Stored items
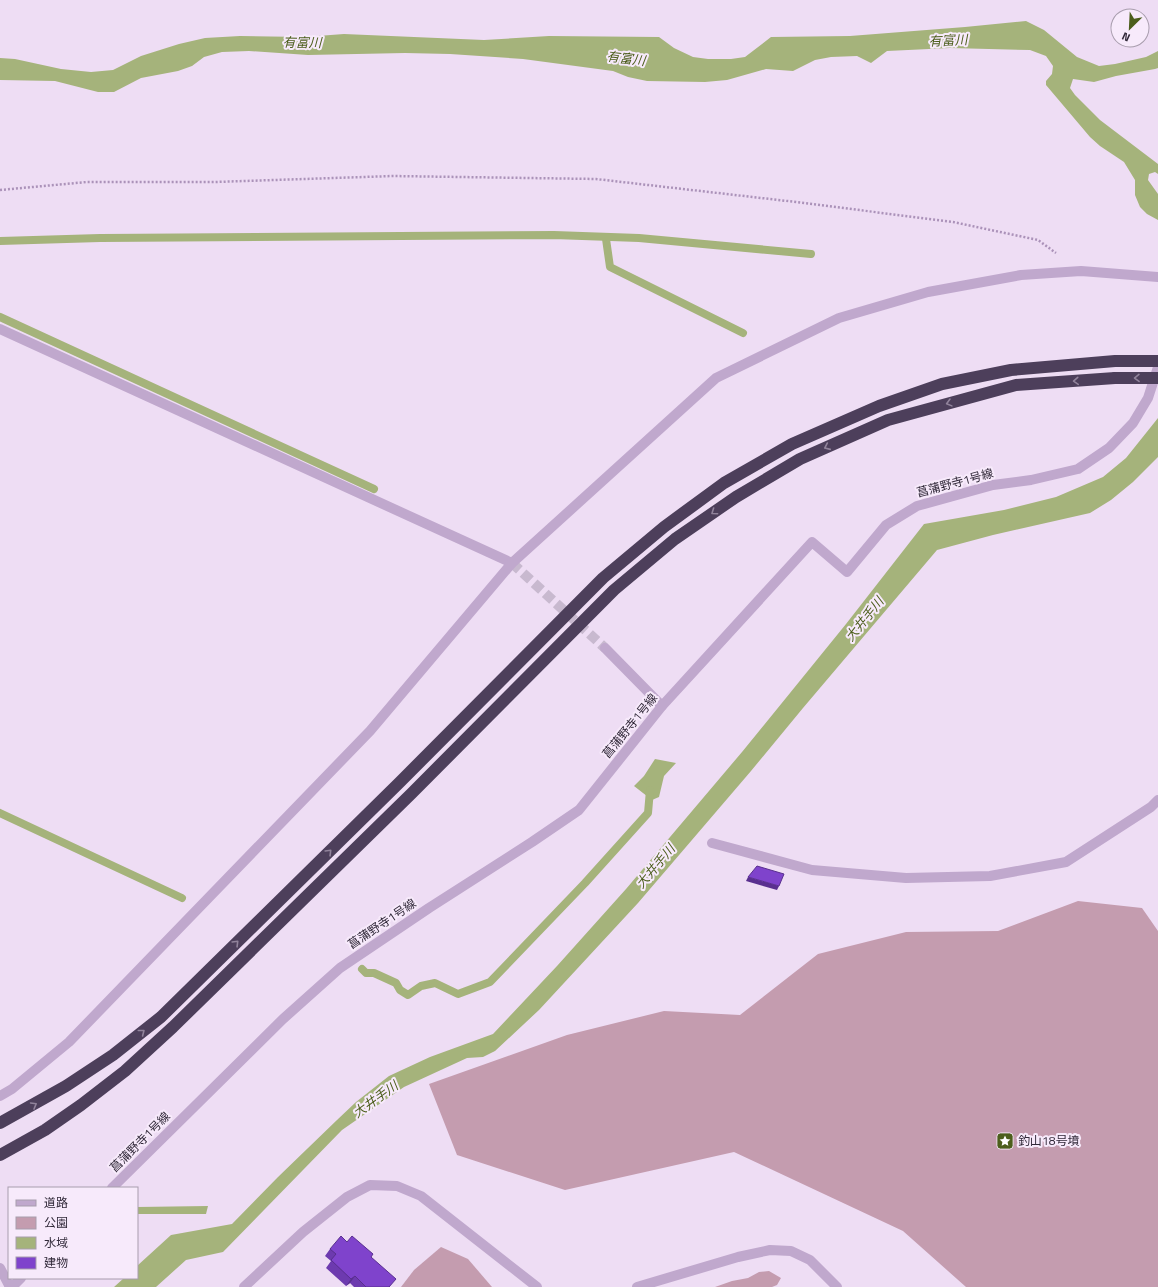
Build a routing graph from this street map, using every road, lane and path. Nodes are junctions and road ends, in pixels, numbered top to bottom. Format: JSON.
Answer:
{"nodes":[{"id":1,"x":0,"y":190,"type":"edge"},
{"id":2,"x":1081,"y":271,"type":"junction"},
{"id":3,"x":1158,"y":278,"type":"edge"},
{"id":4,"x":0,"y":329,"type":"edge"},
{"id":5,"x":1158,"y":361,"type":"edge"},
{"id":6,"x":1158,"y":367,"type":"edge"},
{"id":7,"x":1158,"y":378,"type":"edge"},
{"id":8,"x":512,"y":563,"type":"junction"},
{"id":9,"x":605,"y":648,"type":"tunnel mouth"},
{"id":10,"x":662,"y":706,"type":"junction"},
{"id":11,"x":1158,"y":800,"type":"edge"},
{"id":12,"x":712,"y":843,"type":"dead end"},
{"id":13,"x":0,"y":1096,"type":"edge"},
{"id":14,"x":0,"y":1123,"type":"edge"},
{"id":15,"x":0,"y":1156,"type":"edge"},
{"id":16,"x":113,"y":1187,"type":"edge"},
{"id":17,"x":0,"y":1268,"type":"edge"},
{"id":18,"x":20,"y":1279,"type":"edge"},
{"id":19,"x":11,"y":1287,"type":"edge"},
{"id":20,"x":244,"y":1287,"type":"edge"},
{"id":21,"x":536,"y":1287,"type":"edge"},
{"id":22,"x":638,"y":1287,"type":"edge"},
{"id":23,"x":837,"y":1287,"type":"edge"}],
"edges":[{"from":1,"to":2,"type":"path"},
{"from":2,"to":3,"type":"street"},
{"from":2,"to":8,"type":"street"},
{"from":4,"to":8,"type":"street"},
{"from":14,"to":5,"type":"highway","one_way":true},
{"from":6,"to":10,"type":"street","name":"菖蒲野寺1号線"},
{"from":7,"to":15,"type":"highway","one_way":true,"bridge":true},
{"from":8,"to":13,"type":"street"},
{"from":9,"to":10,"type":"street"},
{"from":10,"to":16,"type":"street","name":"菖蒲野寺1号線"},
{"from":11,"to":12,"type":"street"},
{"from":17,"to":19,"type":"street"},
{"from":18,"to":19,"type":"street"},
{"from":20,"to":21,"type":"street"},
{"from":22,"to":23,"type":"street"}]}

= WHAT TO WORK ON =
Return the data exactly as it stands, minus the pictures.

= SOLUTION BELOW =
Build a routing graph from this street map, using every road, lane and path. Nodes are junctions and road ends, in pixels, numbered top to bottom. Format: JSON.
Answer:
{"nodes":[{"id":1,"x":0,"y":190,"type":"edge"},
{"id":2,"x":1081,"y":271,"type":"junction"},
{"id":3,"x":1158,"y":278,"type":"edge"},
{"id":4,"x":0,"y":329,"type":"edge"},
{"id":5,"x":1158,"y":361,"type":"edge"},
{"id":6,"x":1158,"y":367,"type":"edge"},
{"id":7,"x":1158,"y":378,"type":"edge"},
{"id":8,"x":512,"y":563,"type":"junction"},
{"id":9,"x":605,"y":648,"type":"tunnel mouth"},
{"id":10,"x":662,"y":706,"type":"junction"},
{"id":11,"x":1158,"y":800,"type":"edge"},
{"id":12,"x":712,"y":843,"type":"dead end"},
{"id":13,"x":0,"y":1096,"type":"edge"},
{"id":14,"x":0,"y":1123,"type":"edge"},
{"id":15,"x":0,"y":1156,"type":"edge"},
{"id":16,"x":113,"y":1187,"type":"edge"},
{"id":17,"x":0,"y":1268,"type":"edge"},
{"id":18,"x":20,"y":1279,"type":"edge"},
{"id":19,"x":11,"y":1287,"type":"edge"},
{"id":20,"x":244,"y":1287,"type":"edge"},
{"id":21,"x":536,"y":1287,"type":"edge"},
{"id":22,"x":638,"y":1287,"type":"edge"},
{"id":23,"x":837,"y":1287,"type":"edge"}],
"edges":[{"from":1,"to":2,"type":"path"},
{"from":2,"to":3,"type":"street"},
{"from":2,"to":8,"type":"street"},
{"from":4,"to":8,"type":"street"},
{"from":14,"to":5,"type":"highway","one_way":true},
{"from":6,"to":10,"type":"street","name":"菖蒲野寺1号線"},
{"from":7,"to":15,"type":"highway","one_way":true,"bridge":true},
{"from":8,"to":13,"type":"street"},
{"from":9,"to":10,"type":"street"},
{"from":10,"to":16,"type":"street","name":"菖蒲野寺1号線"},
{"from":11,"to":12,"type":"street"},
{"from":17,"to":19,"type":"street"},
{"from":18,"to":19,"type":"street"},
{"from":20,"to":21,"type":"street"},
{"from":22,"to":23,"type":"street"}]}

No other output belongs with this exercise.